EXERCISE MATERIALS
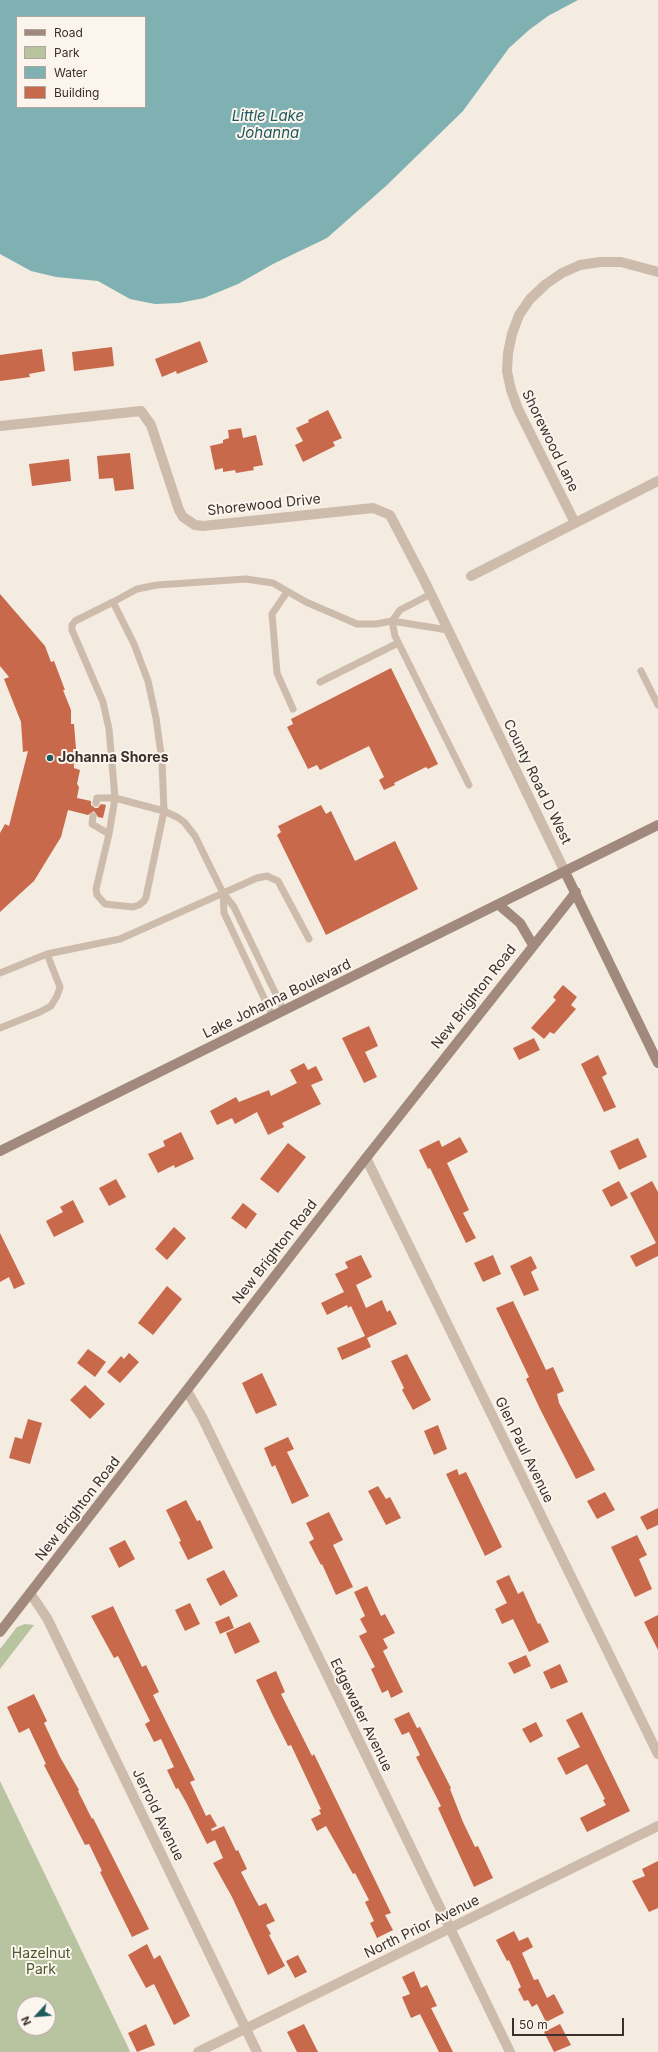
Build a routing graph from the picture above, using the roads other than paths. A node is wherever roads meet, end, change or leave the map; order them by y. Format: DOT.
graph roads {
  1 [pos="658,272"];
  2 [pos="0,426"];
  3 [pos="658,481"];
  4 [pos="390,515"];
  5 [pos="575,523"];
  6 [pos="471,576"];
  7 [pos="287,592"];
  8 [pos="431,594"];
  9 [pos="113,602"];
  10 [pos="392,621"];
  11 [pos="448,630"];
  12 [pos="398,643"];
  13 [pos="641,671"];
  14 [pos="320,682"];
  15 [pos="658,705"];
  16 [pos="292,709"];
  17 [pos="470,785"];
  18 [pos="115,798"];
  19 [pos="96,803"];
  20 [pos="164,811"];
  21 [pos="93,816"];
  22 [pos="658,825"];
  23 [pos="109,834"];
  24 [pos="566,872"];
  25 [pos="576,892"];
  26 [pos="223,893"];
  27 [pos="499,905"];
  28 [pos="309,938"];
  29 [pos="533,945"];
  30 [pos="47,954"];
  31 [pos="0,973"];
  32 [pos="284,1011"];
  33 [pos="273,1017"];
  34 [pos="0,1028"];
  35 [pos="658,1063"];
  36 [pos="0,1151"];
  37 [pos="366,1158"];
  38 [pos="187,1391"];
  39 [pos="30,1593"];
  40 [pos="0,1632"];
  41 [pos="658,1754"];
  42 [pos="658,1826"];
  43 [pos="449,1930"];
  44 [pos="245,2028"];
  45 [pos="198,2052"];
  46 [pos="257,2052"];
  47 [pos="510,2052"];
  1 -- 5 [label="street, Shorewood Lane"];
  2 -- 4 [label="street, Shorewood Drive"];
  3 -- 5 [label="street"];
  4 -- 8 [label="street, County Road D West"];
  5 -- 6 [label="street"];
  7 -- 9 [label="lane"];
  7 -- 10 [label="lane"];
  7 -- 16 [label="lane"];
  8 -- 10 [label="lane"];
  8 -- 11 [label="street, County Road D West"];
  9 -- 18 [label="lane"];
  9 -- 20 [label="lane"];
  10 -- 11 [label="lane"];
  10 -- 12 [label="lane"];
  11 -- 24 [label="street, County Road D West"];
  12 -- 14 [label="lane"];
  12 -- 17 [label="lane"];
  13 -- 15 [label="lane"];
  18 -- 19 [label="lane"];
  18 -- 20 [label="lane"];
  18 -- 23 [label="lane"];
  20 -- 23 [label="lane"];
  20 -- 26 [label="lane"];
  21 -- 23 [label="lane"];
  22 -- 24 [label="street, Lake Johanna Boulevard"];
  24 -- 25 [label="street, County Road D West"];
  24 -- 27 [label="street, Lake Johanna Boulevard"];
  25 -- 29 [label="street, New Brighton Road"];
  25 -- 35 [label="street, County Road D West"];
  26 -- 28 [label="lane"];
  26 -- 30 [label="lane"];
  26 -- 32 [label="lane"];
  26 -- 33 [label="lane"];
  27 -- 29 [label="street"];
  27 -- 32 [label="street, Lake Johanna Boulevard"];
  29 -- 37 [label="street, New Brighton Road"];
  30 -- 31 [label="lane"];
  30 -- 34 [label="lane"];
  32 -- 33 [label="street, Lake Johanna Boulevard"];
  33 -- 36 [label="street, Lake Johanna Boulevard"];
  37 -- 38 [label="street, New Brighton Road"];
  37 -- 41 [label="street, Glen Paul Avenue"];
  38 -- 39 [label="street, New Brighton Road"];
  38 -- 43 [label="street, Edgewater Avenue"];
  39 -- 40 [label="street, New Brighton Road"];
  39 -- 44 [label="street, Jerrold Avenue"];
  42 -- 43 [label="street, North Prior Avenue"];
  43 -- 44 [label="street, North Prior Avenue"];
  43 -- 47 [label="street, Edgewater Avenue"];
  44 -- 45 [label="street, North Prior Avenue"];
  44 -- 46 [label="street, Jerrold Avenue"];
}
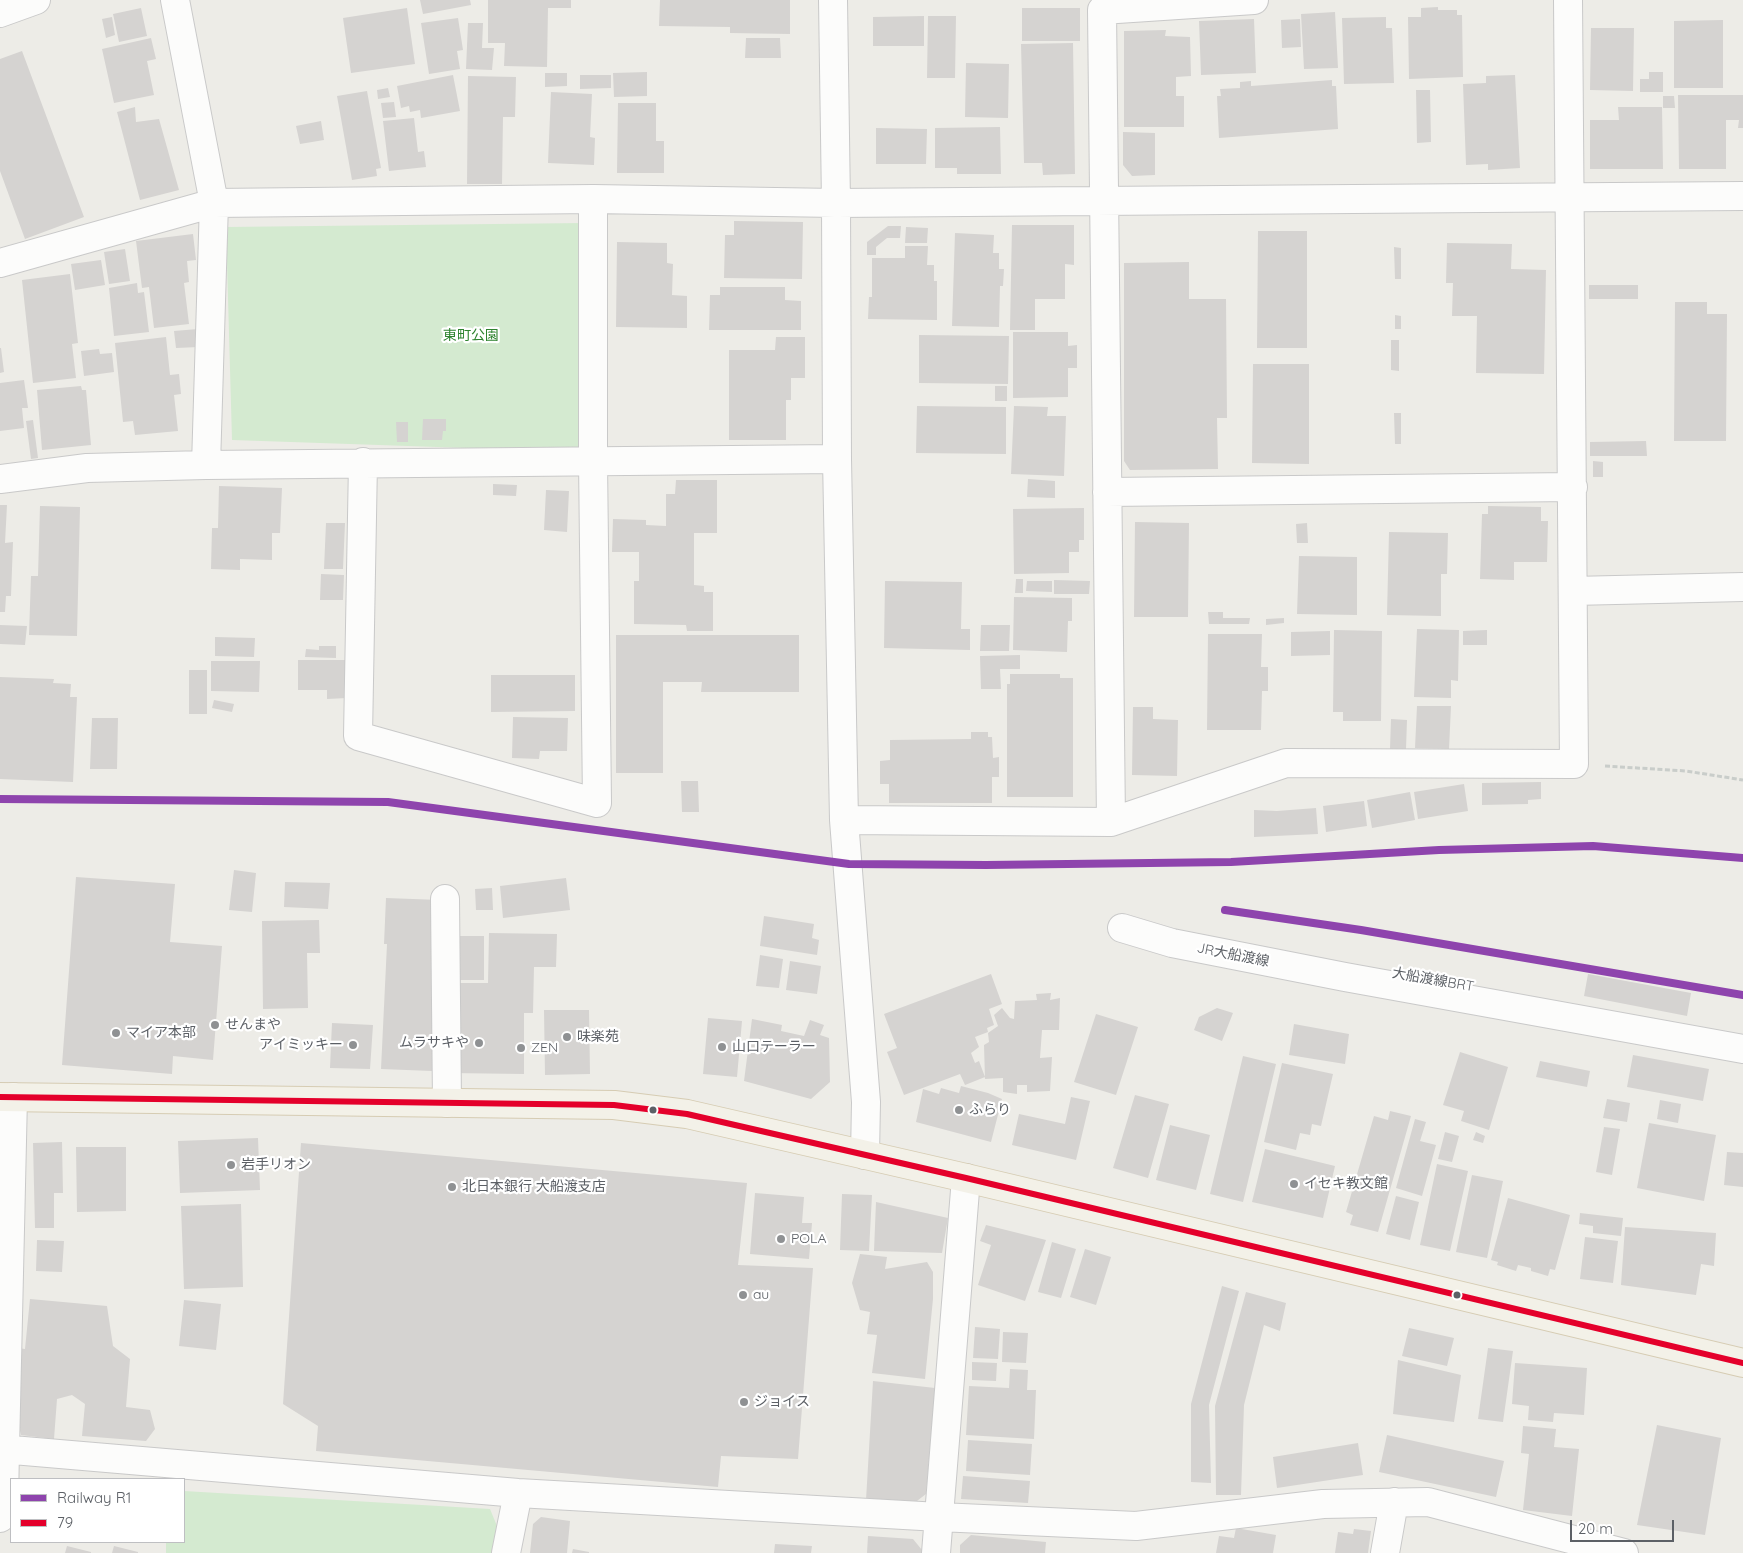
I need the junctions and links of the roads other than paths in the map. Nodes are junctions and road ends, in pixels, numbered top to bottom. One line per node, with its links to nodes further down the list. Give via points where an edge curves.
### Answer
1 (36, 0): 6 (street)
2 (175, 0): 11 (street)
3 (833, 0): 12 (street)
4 (1254, 0): 10 (street, via 1102,10)
5 (1568, 0): 8 (street)
6 (0, 13)
7 (1743, 196): 8 (street)
8 (1570, 198): 10 (street); 19 (street)
9 (593, 199): 11 (street); 12 (street); 15 (street)
10 (1104, 201): 12 (street); 20 (street)
11 (214, 203): 13 (street); 17 (street)
12 (836, 203): 14 (street)
13 (0, 262)
14 (837, 459): 15 (street); 23 (street)
15 (592, 460): 16 (street); 16 (street, via 597,803 358,736)
16 (363, 462): 17 (street)
17 (206, 464): 18 (street, via 87,468)
18 (0, 479)
19 (1572, 487): 20 (street); 22 (street)
20 (1107, 492): 24 (street)
21 (1743, 587): 22 (street)
22 (1573, 591): 24 (street, via 1574,764 1286,763)
23 (844, 820): 24 (street); 32 (street, via 866,1102)
24 (1111, 822)
25 (444, 899): 31 (street)
26 (1122, 928): 27 (street, JR大船渡線, via 1172,943); 28 (street, 大船渡線BRT, via 1175,931)
27 (1346, 977): 29 (street, 大船渡線BRT)
28 (1743, 1035)
29 (1743, 1049)
30 (6, 1097): 31 (main road); 35 (street)
31 (446, 1103): 32 (main road, via 614,1105 687,1114)
32 (865, 1155): 33 (main road)
33 (966, 1178): 34 (main road); 38 (street)
34 (1743, 1363)
35 (3, 1449): 36 (street); 39 (street, via 4,1502)
36 (518, 1492): 38 (street); 41 (street)
37 (1394, 1502): 38 (street, via 1323,1504 1136,1526); 40 (street, via 1428,1502); 43 (street)
38 (939, 1517): 42 (street)
39 (0, 1518)
40 (1587, 1548): 44 (street)
41 (506, 1553)
42 (936, 1553)
43 (1385, 1553)
44 (1624, 1553)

TASK DIRECTIONS
Repeat, word for word, every line from the line that contains "I need the junctions" to the end of the entries; include both of those lines and no others.

ANSWER TO THIS TASK
I need the junctions and links of the roads other than paths in the map. Nodes are junctions and road ends, in pixels, numbered top to bottom. One line per node, with its links to nodes further down the list. Give via points where an edge curves.
### Answer
1 (36, 0): 6 (street)
2 (175, 0): 11 (street)
3 (833, 0): 12 (street)
4 (1254, 0): 10 (street, via 1102,10)
5 (1568, 0): 8 (street)
6 (0, 13)
7 (1743, 196): 8 (street)
8 (1570, 198): 10 (street); 19 (street)
9 (593, 199): 11 (street); 12 (street); 15 (street)
10 (1104, 201): 12 (street); 20 (street)
11 (214, 203): 13 (street); 17 (street)
12 (836, 203): 14 (street)
13 (0, 262)
14 (837, 459): 15 (street); 23 (street)
15 (592, 460): 16 (street); 16 (street, via 597,803 358,736)
16 (363, 462): 17 (street)
17 (206, 464): 18 (street, via 87,468)
18 (0, 479)
19 (1572, 487): 20 (street); 22 (street)
20 (1107, 492): 24 (street)
21 (1743, 587): 22 (street)
22 (1573, 591): 24 (street, via 1574,764 1286,763)
23 (844, 820): 24 (street); 32 (street, via 866,1102)
24 (1111, 822)
25 (444, 899): 31 (street)
26 (1122, 928): 27 (street, JR大船渡線, via 1172,943); 28 (street, 大船渡線BRT, via 1175,931)
27 (1346, 977): 29 (street, 大船渡線BRT)
28 (1743, 1035)
29 (1743, 1049)
30 (6, 1097): 31 (main road); 35 (street)
31 (446, 1103): 32 (main road, via 614,1105 687,1114)
32 (865, 1155): 33 (main road)
33 (966, 1178): 34 (main road); 38 (street)
34 (1743, 1363)
35 (3, 1449): 36 (street); 39 (street, via 4,1502)
36 (518, 1492): 38 (street); 41 (street)
37 (1394, 1502): 38 (street, via 1323,1504 1136,1526); 40 (street, via 1428,1502); 43 (street)
38 (939, 1517): 42 (street)
39 (0, 1518)
40 (1587, 1548): 44 (street)
41 (506, 1553)
42 (936, 1553)
43 (1385, 1553)
44 (1624, 1553)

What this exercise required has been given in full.